Just a week ago, Solomon Group employees were hard at work in their vast warehouse on Jefferson Highway. The smell of sawdust and paint permeated the air as a woman purposefully pushed a steel platform truck across the concrete floor and two men in welding helmets connected chunks of hot metal. The hustle and bustle resembled a typical day at the company’s production and scenic fabrication facility.

But in the middle of the action, a 6-foot-tall, 102-pound fleur de lis made of aluminum and acrylic rested on a wooden platform. During the final seconds of 2017, the carefully constructed mechanism will descend from JAX Brewery, illuminated by colorful LED lights and a burst of fireworks.

“Because it's the city’s 300th anniversary, we're really going to amp it up,” said Gary Solomon  Jr., the president and co-founder of the Solomon Group, an entertainment and design production firm. “We're adding pyrotechnics, lighting and potentially a projection component to it.”

For the second year in a row, the midnight drop will air live on Dick Clark’s New Year’s Rockin’ Eve celebration with Ryan Seacrest, which is based in New York City’s Time Square and broadcast on ABC (WGNO-TV).

“It's the only other 'ball drop,' other than (the one) in New York City, that they've ever done in the 45 years of the show,” Solomon  said . “We're doing this New Orleans-style, but trying to make it look as beautiful on television as it is in real life.”

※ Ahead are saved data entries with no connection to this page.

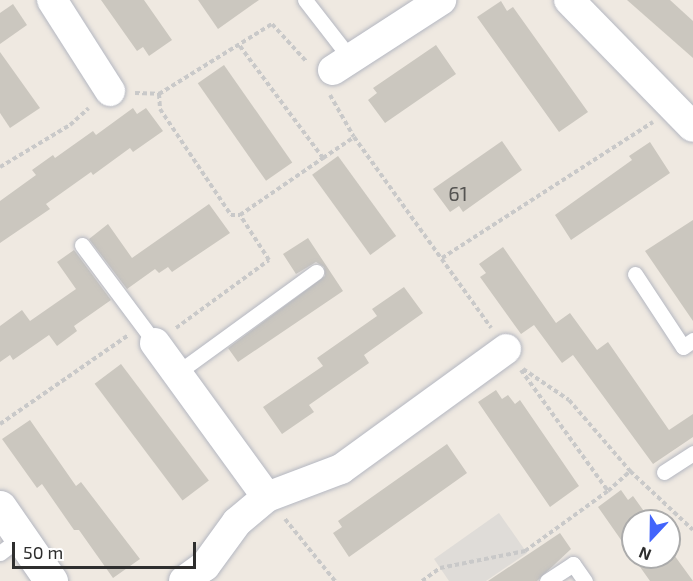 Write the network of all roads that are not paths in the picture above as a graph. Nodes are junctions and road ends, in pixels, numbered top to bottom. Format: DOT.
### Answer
graph roads {
  1 [pos="52,0"];
  2 [pos="305,0"];
  3 [pos="441,0"];
  4 [pos="569,0"];
  5 [pos="331,72"];
  6 [pos="110,91"];
  7 [pos="693,127"];
  8 [pos="82,245"];
  9 [pos="316,272"];
  10 [pos="635,274"];
  11 [pos="693,340"];
  12 [pos="155,343"];
  13 [pos="506,349"];
  14 [pos="177,373"];
  15 [pos="693,453"];
  16 [pos="664,472"];
  17 [pos="267,496"];
  18 [pos="0,507"];
  19 [pos="10,545"];
  20 [pos="51,581"];
  21 [pos="184,581"];
  22 [pos="547,581"];
  23 [pos="585,581"];
  1 -- 6 [label="street"];
  2 -- 5 [label="lane"];
  3 -- 5 [label="street"];
  4 -- 7 [label="street"];
  8 -- 12 [label="lane"];
  9 -- 14 [label="lane"];
  10 -- 11 [label="lane"];
  12 -- 14 [label="street"];
  13 -- 17 [label="street"];
  14 -- 17 [label="street"];
  15 -- 16 [label="lane"];
  17 -- 21 [label="street"];
  18 -- 19 [label="street"];
  19 -- 20 [label="street"];
  22 -- 23 [label="lane"];
} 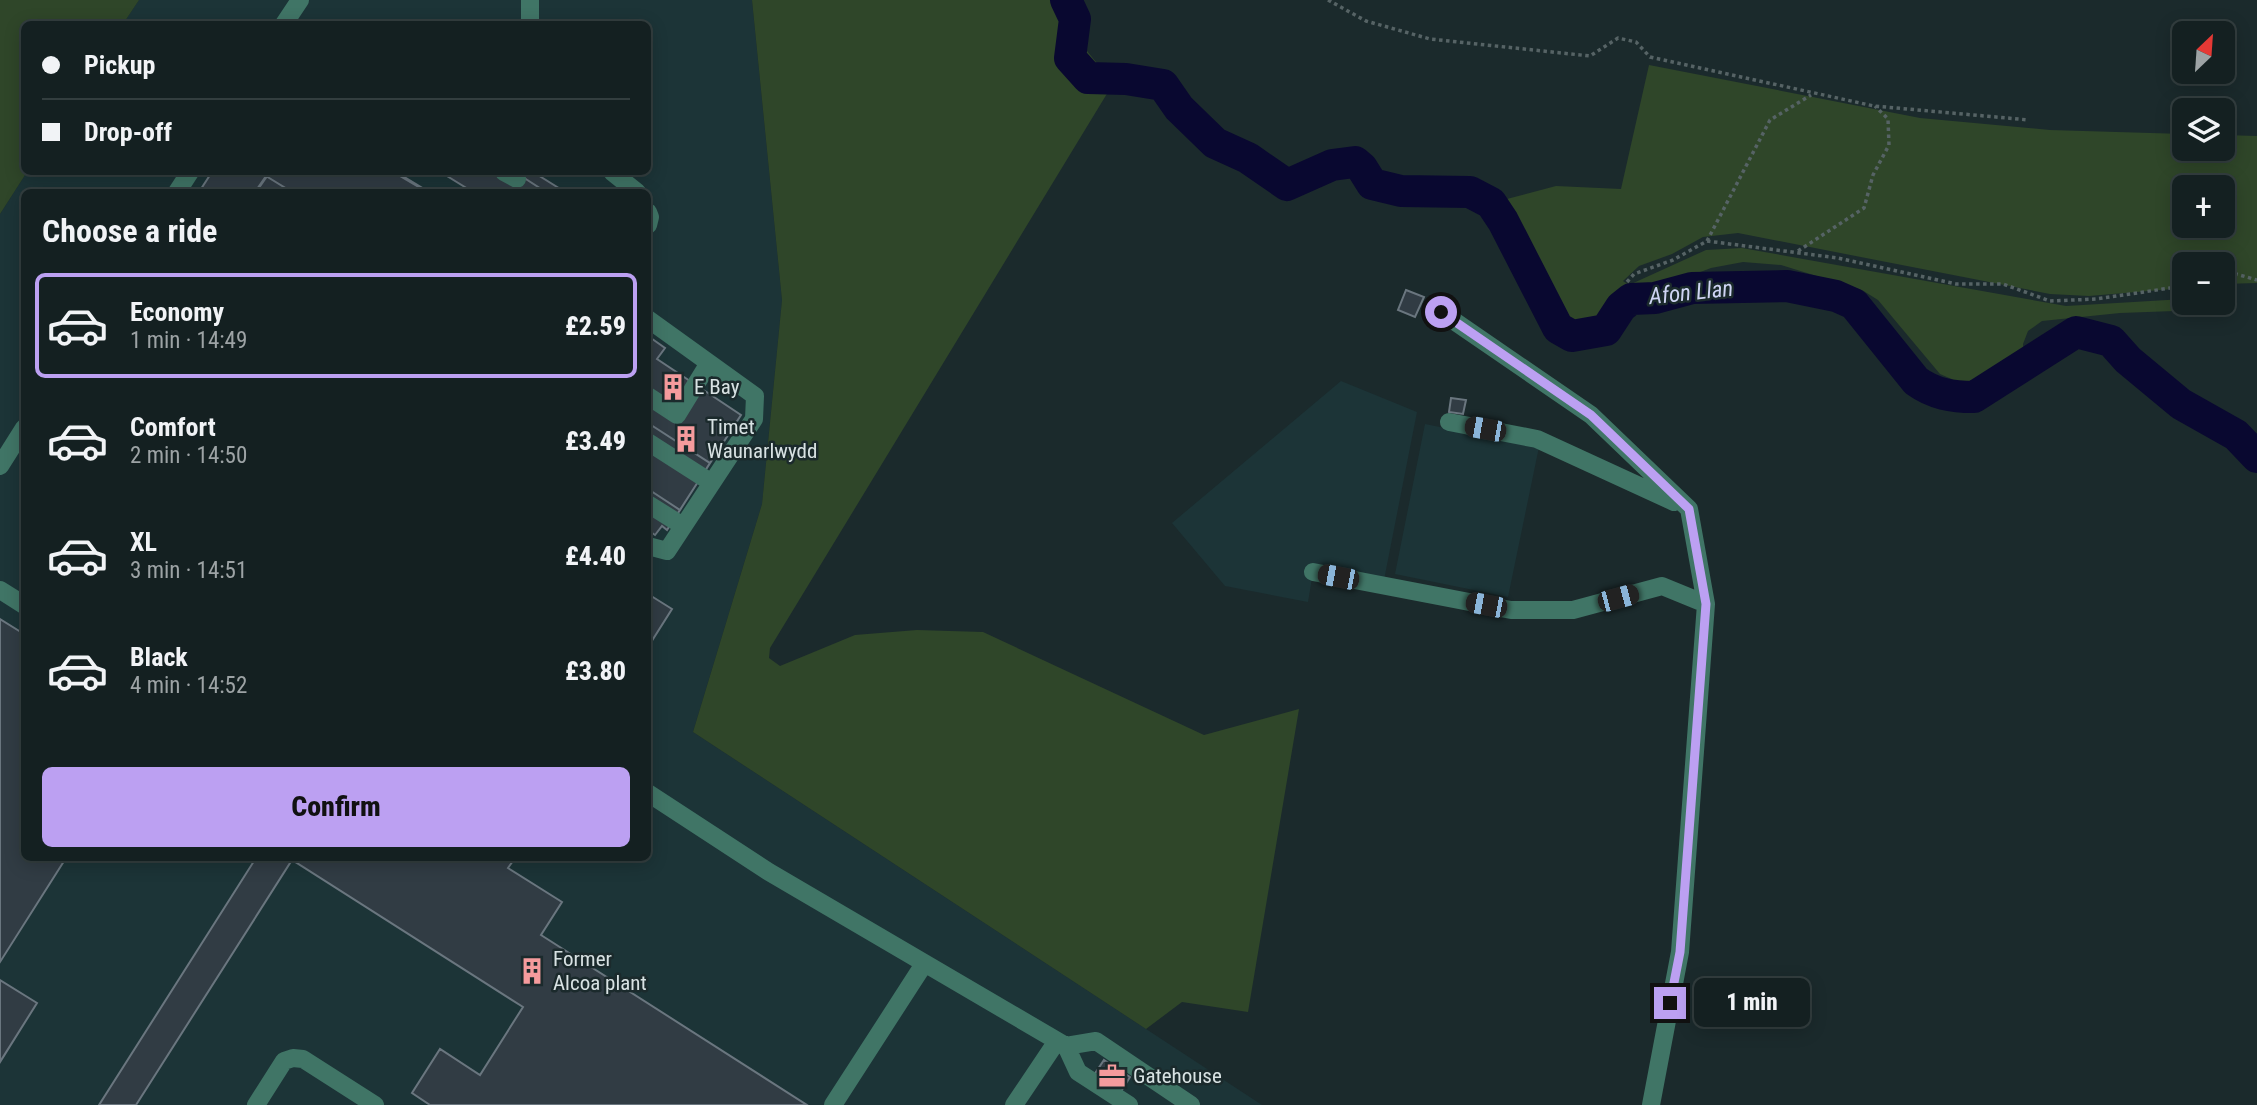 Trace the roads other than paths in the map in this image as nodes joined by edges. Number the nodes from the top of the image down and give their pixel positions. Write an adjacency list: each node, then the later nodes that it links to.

While the fleur de lis is lowered, a “300” display, propped on a barge floating in the Mississippi River, will blaze with small, flare-like sparklers.

Then, the Symphony in the Sky fireworks show will erupt over the rippling river waters, creating floral shapes in the dark sky.

The presentation is sponsored by New Orleans Tourism Marketing Corp., Allstate Sugar Bowl, The Berger Company, French Quarter Festivals Inc. and the New Orleans Convention and Visitors Bureau, along with community sponsors.

The excitement happens during the Allstate Fan Fest, leading up to the 2018 Sugar Bowl. Festivities for the daylong, French Quarter-based extravaganza also include pep rallies and live music from Imagine Dragons and Walk The Moon.

Who got the baby?

The Solomon Group designed the fleur de lis for the 2016 New Year’s Eve celebration. It was previously created by Crescent City Countdown Club — a nonprofit organization that formed the year after Hurricane Katrina, with the purpose of preserving traditional New Year's Eve festivities in the French Quarter. The club's ability to secure nearly 25 sponsors annually has allowed it to keep growing.

Erskine Terry designed the fleur de lis for the 2006 countdown to midnight, but it was used every year afterward, up until 2016.

“We felt that the fleur de lis was a badge of courage and symbol of our city,” said Debbie Bresler, coordinator of Crescent City Countdown Club.

The work of art was constructed with a weather-treated cloth, stretched over a plywood frame and embellished with shiny aluminum ribbons and LED lights.

The fleur de lis also projected columns of silver sparks of fire during its descent. Plumes of “gold stars” shot from below.

Meanwhile, Baby New Year — a chubby, papier-mâché tot wearing only a diaper — stood with his arms up in the air, on the rooftop of JAX Brewery. After the New Orleans Saints won Super Bowl XLIV, Baby New Year wore a Saints helmet. And after a disappointing Saints season, the baby’s artists gave him a mop of yellow hair to cover up the football helmet, said Liz Williams, president of the Southern Food and Beverage Museum. This Central City museum has housed the baby since his retirement, after the New Year’s Eve of 2015.

“When we got him, he had a lot of hair. Much more hair than any other baby would have,” Williams said.

Baby New Year became part of an exhibit depicting traditional New Orleans foods, enjoyed on holidays. He was later painted gold to resemble a giant king cake baby.

“Now, we have it decorated for Mardi Gras,” Williams said. “Beads dangle from his outstretched fingers, and we have it surrounded by all kinds of Mardi Gras paraphernalia.”

Making it count

Solomon Group began planning for the countdown to 2018 nearly a year ago, Solomon said.

“This is our second chance,” he said. “We can make some refinements that will only make it better.”

On Sunday night, Solomon’s team will be onsite, collaborating with Dick Clark Productions’ directors and producers.

“It's a lot of work and planning for that 30-second drop to midnight, but the impact is huge,” Solomon said. “There's a national audience that sees New Orleans as the destination for New Year’s Eve, for the second time around.”